No one would ever believe me when I say that mathematics has brought me to multiple near-death situations. Whether it was the gold-plated blade of my supple measuring tape, the fine sharpened protractor point next to the compass, or the obsessive older brother that was born into the same womb fifteen years before I was. My brother was a mathematician. A cruel left-brained creature whose mind was an acute calculator. He solved every mathematical statement from the root, analyzed crucial computations and formulas for hours, dissected integral equations, while he fused terms and definitions from the algebraic methods textbook day and night.
When people think of obsessed artists, they might recall their elementary school art teachers who introduced them to the notably gifted yet mentally ill Mr. Vincent Van Gogh. I was taught that he allegedly sliced off a section of his left ear during his time as a painter, but I knew that my brother was way more intense than that. Because the last time I checked, Van Gogh didn’t beat people up because they didn’t know what the three primary colors of the color wheel were.
But Aaqil wasn’t an artist, he was a mathematician. When I was younger, he used to write a series of multiplication tables on a piece of paper, and demand that I memorize all thirty problems in exactly fifteen minutes. If I didn’t come back within the set time limit and restate the equations correctly, he would punch me horizontally across the face; the fist-print gradually scarring into the correct answer on my cheek. Now, anxious that if someone might ask me what the radius of x^2-6x+8y+y^2=0 is, I'll immediately recollect the bruise on my lower right thigh, slashed and pricked into the shape of the solution that I wasn’t previously able to decipher: the number five. At the time I thought that scars and blisters were the worst that it could get, but my predictions at that fickle age were rarely accurate, because Aaqil was not a math problem.
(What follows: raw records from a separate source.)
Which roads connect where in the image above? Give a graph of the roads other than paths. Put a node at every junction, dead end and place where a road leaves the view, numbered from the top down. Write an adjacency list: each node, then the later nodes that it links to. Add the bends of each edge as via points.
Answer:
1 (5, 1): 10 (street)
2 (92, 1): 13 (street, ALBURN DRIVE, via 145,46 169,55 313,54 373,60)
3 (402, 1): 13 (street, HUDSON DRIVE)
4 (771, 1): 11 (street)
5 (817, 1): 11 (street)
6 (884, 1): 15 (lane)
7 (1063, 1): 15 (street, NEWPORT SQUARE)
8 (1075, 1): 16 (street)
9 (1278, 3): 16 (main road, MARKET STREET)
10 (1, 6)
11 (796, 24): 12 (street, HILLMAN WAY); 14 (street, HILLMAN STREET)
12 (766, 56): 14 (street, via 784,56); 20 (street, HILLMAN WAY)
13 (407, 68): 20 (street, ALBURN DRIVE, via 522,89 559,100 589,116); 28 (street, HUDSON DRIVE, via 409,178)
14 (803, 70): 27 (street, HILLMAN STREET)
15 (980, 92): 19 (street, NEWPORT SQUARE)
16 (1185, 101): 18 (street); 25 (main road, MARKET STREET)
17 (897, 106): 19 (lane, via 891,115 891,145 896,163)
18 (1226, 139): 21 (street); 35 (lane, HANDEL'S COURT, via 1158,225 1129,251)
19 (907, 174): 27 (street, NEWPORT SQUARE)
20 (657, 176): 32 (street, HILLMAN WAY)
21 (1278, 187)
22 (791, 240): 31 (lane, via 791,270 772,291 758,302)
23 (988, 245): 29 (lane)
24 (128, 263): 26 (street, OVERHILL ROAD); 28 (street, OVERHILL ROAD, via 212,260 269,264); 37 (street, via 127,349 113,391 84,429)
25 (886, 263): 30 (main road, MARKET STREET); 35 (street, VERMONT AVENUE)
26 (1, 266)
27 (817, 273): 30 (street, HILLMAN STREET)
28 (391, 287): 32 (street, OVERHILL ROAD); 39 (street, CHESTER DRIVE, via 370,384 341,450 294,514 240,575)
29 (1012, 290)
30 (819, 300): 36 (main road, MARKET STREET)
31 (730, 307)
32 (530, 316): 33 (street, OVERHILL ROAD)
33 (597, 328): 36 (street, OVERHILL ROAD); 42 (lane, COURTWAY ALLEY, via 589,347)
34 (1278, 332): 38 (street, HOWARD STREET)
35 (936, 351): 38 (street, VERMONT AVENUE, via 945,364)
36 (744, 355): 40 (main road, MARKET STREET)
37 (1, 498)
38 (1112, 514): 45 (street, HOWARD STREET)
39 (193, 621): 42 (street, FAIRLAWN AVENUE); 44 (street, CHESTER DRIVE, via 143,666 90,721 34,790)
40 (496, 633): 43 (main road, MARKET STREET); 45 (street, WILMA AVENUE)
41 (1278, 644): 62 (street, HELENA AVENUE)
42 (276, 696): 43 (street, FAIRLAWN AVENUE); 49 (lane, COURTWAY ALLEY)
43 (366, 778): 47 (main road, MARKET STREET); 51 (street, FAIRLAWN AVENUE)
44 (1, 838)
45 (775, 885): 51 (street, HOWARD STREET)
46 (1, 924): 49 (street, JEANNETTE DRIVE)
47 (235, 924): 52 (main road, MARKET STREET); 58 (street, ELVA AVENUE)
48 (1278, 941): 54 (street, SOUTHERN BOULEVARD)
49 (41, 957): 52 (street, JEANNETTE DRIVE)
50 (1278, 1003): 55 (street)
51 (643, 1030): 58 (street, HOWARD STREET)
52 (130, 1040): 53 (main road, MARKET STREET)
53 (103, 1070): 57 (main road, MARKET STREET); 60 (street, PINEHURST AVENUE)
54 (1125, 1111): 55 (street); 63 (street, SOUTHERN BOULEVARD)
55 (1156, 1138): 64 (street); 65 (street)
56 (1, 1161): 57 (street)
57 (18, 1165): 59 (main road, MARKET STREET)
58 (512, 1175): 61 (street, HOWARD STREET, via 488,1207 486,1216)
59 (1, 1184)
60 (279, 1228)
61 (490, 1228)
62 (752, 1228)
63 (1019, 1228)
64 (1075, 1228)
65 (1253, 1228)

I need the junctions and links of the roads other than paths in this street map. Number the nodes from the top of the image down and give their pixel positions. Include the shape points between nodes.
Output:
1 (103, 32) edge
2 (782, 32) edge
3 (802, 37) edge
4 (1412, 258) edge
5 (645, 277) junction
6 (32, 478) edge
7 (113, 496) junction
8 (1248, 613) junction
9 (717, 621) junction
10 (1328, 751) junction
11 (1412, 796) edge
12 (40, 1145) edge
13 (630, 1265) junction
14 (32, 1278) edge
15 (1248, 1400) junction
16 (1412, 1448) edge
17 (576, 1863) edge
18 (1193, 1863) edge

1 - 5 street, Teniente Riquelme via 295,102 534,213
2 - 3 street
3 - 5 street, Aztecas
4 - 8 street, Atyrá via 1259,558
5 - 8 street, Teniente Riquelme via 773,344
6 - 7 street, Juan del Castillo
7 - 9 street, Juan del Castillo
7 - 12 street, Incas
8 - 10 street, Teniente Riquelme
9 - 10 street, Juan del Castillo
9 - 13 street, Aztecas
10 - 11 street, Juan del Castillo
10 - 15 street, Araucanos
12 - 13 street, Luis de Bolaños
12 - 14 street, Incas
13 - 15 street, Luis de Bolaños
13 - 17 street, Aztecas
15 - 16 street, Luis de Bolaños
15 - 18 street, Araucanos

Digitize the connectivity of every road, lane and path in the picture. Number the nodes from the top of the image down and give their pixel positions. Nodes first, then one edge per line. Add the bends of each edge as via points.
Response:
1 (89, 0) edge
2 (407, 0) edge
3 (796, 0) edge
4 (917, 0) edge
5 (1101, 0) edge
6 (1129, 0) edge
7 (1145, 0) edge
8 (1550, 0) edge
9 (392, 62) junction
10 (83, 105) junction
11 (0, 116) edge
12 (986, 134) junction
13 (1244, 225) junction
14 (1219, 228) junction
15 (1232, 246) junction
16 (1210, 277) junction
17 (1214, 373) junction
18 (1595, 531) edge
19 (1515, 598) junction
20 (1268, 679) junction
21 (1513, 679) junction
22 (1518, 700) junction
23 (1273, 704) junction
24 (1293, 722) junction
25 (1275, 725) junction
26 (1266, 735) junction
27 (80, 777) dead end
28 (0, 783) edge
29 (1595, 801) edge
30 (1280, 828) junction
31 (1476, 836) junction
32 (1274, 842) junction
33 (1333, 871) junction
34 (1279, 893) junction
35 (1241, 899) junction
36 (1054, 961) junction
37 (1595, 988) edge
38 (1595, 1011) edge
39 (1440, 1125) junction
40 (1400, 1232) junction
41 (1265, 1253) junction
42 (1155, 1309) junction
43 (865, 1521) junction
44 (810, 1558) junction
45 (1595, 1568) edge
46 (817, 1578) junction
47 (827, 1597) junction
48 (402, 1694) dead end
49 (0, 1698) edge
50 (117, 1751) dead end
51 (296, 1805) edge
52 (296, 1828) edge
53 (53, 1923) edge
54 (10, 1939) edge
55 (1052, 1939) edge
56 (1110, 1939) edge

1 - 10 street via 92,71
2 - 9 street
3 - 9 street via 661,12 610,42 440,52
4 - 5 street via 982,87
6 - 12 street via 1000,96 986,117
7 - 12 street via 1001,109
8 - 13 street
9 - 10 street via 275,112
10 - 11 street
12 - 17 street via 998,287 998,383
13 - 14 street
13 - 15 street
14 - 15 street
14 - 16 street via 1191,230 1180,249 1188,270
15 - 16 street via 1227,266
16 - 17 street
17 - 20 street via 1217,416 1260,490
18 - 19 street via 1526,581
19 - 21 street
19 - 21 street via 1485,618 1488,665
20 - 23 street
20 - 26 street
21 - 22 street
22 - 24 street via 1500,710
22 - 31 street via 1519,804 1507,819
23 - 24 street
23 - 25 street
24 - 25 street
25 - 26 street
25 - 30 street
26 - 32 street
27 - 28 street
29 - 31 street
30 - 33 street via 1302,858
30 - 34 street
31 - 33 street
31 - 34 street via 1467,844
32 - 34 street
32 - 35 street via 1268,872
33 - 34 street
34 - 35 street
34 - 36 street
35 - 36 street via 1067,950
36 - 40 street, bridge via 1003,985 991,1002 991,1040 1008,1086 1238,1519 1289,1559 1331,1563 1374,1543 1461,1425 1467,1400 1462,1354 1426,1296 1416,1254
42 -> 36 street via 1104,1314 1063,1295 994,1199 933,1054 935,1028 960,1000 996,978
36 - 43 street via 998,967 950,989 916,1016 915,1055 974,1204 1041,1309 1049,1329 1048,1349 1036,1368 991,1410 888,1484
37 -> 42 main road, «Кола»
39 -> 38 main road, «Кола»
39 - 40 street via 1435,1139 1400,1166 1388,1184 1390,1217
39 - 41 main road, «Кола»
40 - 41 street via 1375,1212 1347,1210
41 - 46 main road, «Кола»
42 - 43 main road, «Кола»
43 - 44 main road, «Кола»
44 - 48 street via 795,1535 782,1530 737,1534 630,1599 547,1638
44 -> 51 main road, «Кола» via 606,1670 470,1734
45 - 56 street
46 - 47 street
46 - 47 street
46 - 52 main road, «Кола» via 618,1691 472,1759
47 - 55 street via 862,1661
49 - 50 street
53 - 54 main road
There was a brief moment in my life where I thought I had evaporated into the sky. I gasped for air as Aaqil’s right hand choked my neck, the blade of my measuring tape grasped securely in his left hand, stained with the blood of my mistakes. I jittered uncontrollably and felt the veins in my body deteriorate and fissure between my bones.
My half-sister, Nina, went through a similar situation. Her boyfriend was a chemistry geek, and periodically stayed with Nina for his own selfish pleasures. Yet, she remained with him, breathing next to him every single night, embracing his peculiar touch, while I kept taking advanced calculus classes with my brother, solving many tedious equations, embracing its brazen complexity. Whenever someone questioned Nina's relationship with her boyfriend, she always responded with the same sentence. "Nobody knows him like I do, no one understands him like I do.” She believed that she could change him. Fix him. Search for the bases of his problems and solve them, like a math problem. Aquil was not a chemistry major though, he was a mathematician.
Even when he would sit at his desk while laser-focusing on the solutions, he would gape at the paper with bared teeth. I convinced myself he was just born like this: rigid with the lack of ease or purity. His body is buried under the cemetery miles away from my home, but I am the moth to his invisible flame. I just hope one day, I'll find a river to wash the numbers off my skin clean, find a compassionate, tender, and civilized heart of a man that sits in the back of a creative writing class, majoring in theater arts or journalism. Not like my brother, who was inexplicably and viciously addicted to arc length formulas and polar tangent graphs.